Your result should be every line of the records below that contains the word "from".

[[ Materials provided open ]]

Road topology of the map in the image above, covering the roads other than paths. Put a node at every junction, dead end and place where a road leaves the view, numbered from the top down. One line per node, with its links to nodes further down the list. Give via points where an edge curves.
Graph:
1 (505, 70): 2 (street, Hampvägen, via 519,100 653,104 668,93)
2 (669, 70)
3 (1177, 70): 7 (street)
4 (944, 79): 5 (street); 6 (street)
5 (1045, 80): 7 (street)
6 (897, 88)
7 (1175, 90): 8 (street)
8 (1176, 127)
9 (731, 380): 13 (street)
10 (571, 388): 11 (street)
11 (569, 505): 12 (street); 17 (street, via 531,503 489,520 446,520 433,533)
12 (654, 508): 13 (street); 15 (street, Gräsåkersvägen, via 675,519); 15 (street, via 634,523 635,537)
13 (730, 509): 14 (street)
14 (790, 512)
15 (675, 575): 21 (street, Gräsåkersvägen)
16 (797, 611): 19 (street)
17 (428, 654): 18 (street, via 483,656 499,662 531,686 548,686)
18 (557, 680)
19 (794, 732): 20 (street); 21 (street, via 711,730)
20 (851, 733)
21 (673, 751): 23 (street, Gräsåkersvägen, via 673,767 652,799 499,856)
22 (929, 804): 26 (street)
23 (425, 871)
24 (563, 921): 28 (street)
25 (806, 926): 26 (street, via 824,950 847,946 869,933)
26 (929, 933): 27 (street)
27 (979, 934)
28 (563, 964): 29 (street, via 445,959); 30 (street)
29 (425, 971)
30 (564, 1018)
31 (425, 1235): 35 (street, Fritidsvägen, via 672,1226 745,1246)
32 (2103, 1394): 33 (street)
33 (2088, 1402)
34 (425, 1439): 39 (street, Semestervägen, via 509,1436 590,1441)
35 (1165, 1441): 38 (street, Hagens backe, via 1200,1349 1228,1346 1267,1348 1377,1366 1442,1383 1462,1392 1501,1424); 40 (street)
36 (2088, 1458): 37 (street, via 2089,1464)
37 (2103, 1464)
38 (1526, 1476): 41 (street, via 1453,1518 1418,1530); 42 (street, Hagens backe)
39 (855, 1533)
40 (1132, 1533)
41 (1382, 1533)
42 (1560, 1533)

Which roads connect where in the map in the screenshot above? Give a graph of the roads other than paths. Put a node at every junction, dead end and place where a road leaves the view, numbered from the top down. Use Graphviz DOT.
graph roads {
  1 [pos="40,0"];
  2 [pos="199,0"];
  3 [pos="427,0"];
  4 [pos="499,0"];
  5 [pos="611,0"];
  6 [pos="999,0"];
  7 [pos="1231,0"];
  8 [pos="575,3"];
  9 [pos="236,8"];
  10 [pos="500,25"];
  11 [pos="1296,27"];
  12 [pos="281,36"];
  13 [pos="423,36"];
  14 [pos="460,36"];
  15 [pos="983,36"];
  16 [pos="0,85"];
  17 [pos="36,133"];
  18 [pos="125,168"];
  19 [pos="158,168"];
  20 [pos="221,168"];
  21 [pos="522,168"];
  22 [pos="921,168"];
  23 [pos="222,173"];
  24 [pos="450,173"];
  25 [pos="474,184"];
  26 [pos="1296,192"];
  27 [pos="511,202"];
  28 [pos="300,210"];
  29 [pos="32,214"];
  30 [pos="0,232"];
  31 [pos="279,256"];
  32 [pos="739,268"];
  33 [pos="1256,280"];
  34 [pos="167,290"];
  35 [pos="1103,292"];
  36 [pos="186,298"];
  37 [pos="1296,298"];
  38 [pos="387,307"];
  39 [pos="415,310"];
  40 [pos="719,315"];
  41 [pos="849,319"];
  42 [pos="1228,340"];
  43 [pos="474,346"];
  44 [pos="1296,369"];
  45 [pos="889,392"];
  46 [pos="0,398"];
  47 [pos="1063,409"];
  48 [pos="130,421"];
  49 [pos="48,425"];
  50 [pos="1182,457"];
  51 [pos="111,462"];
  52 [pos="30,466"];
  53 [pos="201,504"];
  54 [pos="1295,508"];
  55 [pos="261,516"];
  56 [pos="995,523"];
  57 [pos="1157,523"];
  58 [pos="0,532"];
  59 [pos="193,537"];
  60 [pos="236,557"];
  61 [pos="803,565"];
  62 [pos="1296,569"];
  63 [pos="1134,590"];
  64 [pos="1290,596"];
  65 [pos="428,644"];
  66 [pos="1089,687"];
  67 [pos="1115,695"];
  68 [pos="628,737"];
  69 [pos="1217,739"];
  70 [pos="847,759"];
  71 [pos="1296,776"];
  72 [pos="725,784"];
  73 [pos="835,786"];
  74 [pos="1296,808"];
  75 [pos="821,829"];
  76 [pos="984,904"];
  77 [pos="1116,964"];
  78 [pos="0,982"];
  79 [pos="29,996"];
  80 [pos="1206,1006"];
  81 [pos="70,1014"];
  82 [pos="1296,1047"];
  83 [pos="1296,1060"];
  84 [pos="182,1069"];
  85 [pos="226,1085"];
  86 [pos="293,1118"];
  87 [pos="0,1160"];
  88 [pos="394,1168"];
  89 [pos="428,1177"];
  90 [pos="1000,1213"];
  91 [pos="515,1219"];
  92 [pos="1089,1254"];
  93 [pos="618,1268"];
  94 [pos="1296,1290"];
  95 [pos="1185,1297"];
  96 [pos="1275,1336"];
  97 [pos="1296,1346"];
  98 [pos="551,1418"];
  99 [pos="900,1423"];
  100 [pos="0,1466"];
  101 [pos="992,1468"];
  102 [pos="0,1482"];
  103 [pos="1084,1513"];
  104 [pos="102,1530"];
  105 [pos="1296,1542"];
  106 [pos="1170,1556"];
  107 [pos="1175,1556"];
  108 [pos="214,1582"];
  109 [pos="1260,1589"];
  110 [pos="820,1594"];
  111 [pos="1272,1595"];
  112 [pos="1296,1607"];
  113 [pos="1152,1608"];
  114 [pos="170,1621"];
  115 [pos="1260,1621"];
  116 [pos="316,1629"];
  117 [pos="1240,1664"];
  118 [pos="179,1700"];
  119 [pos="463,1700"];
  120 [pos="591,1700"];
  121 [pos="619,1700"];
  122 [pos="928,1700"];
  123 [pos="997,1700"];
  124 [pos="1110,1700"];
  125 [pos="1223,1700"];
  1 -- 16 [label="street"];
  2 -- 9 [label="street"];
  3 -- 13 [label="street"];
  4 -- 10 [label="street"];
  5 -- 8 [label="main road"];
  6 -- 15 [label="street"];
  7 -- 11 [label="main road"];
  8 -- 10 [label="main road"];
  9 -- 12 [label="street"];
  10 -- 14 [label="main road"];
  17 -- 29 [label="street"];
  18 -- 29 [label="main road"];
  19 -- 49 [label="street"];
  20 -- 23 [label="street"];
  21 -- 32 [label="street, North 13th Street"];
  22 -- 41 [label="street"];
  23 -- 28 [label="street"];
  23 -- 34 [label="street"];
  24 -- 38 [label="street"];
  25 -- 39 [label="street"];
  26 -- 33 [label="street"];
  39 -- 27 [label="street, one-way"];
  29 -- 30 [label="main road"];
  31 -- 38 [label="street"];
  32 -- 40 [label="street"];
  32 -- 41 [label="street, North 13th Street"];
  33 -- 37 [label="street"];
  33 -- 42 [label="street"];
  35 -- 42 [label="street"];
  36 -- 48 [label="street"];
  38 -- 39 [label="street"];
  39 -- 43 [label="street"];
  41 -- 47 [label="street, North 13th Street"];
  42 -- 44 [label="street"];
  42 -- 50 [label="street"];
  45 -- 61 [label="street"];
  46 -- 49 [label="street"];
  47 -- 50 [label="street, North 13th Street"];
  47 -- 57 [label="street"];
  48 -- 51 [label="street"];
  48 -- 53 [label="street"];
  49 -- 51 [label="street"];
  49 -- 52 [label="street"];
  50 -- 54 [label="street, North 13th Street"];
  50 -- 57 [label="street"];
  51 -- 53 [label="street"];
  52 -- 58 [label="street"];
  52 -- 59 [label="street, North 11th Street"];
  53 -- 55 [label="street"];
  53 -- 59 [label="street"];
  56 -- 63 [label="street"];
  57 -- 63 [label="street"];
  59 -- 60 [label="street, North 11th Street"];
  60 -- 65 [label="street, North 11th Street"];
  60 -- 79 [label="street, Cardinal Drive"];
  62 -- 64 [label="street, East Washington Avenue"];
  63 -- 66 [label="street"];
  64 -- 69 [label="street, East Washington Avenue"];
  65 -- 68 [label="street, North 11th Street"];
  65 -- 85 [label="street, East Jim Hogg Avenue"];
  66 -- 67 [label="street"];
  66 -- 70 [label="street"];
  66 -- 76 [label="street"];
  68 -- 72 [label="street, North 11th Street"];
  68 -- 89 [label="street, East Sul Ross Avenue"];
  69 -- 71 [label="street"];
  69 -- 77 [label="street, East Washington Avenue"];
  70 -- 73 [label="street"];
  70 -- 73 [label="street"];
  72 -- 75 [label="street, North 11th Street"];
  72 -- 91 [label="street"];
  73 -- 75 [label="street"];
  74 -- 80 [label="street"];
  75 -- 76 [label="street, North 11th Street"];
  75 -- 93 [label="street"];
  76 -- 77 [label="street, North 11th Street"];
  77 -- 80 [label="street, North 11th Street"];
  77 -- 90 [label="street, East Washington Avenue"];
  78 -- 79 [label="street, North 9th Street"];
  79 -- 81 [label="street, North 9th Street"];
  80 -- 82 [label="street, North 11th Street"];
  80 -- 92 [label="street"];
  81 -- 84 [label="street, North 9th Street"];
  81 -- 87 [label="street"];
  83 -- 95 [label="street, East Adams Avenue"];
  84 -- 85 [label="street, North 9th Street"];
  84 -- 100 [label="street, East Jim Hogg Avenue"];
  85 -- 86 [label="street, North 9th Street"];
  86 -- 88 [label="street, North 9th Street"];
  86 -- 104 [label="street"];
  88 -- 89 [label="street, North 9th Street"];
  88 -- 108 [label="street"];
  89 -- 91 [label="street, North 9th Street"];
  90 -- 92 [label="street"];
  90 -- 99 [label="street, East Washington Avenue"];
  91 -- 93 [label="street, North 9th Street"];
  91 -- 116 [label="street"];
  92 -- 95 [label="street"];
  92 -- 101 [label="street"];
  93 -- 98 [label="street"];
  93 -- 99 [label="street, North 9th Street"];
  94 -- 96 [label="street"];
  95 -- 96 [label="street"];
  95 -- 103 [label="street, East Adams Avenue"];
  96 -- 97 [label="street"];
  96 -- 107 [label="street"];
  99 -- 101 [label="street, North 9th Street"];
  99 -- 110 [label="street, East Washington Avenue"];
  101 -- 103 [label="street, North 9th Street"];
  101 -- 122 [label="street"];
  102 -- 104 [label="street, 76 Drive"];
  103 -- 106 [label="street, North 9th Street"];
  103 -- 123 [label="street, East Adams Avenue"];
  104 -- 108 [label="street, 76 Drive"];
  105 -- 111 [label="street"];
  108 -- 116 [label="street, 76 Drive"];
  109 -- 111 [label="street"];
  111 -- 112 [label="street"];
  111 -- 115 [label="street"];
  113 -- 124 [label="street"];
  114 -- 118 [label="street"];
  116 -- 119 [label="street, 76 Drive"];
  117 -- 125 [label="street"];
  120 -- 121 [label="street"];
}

[[ Materials provided closed ]]

[Response to this task]
Road topology of the map in the image above, covering the roads other than paths. Put a node at every junction, dead end and place where a road leaves the view, numbered from the top down. One line per node, with its links to nodes further down the list. Give via points where an edge curves.
Which roads connect where in the map in the screenshot above? Give a graph of the roads other than paths. Put a node at every junction, dead end and place where a road leaves the view, numbered from the top down. Use Graphviz DOT.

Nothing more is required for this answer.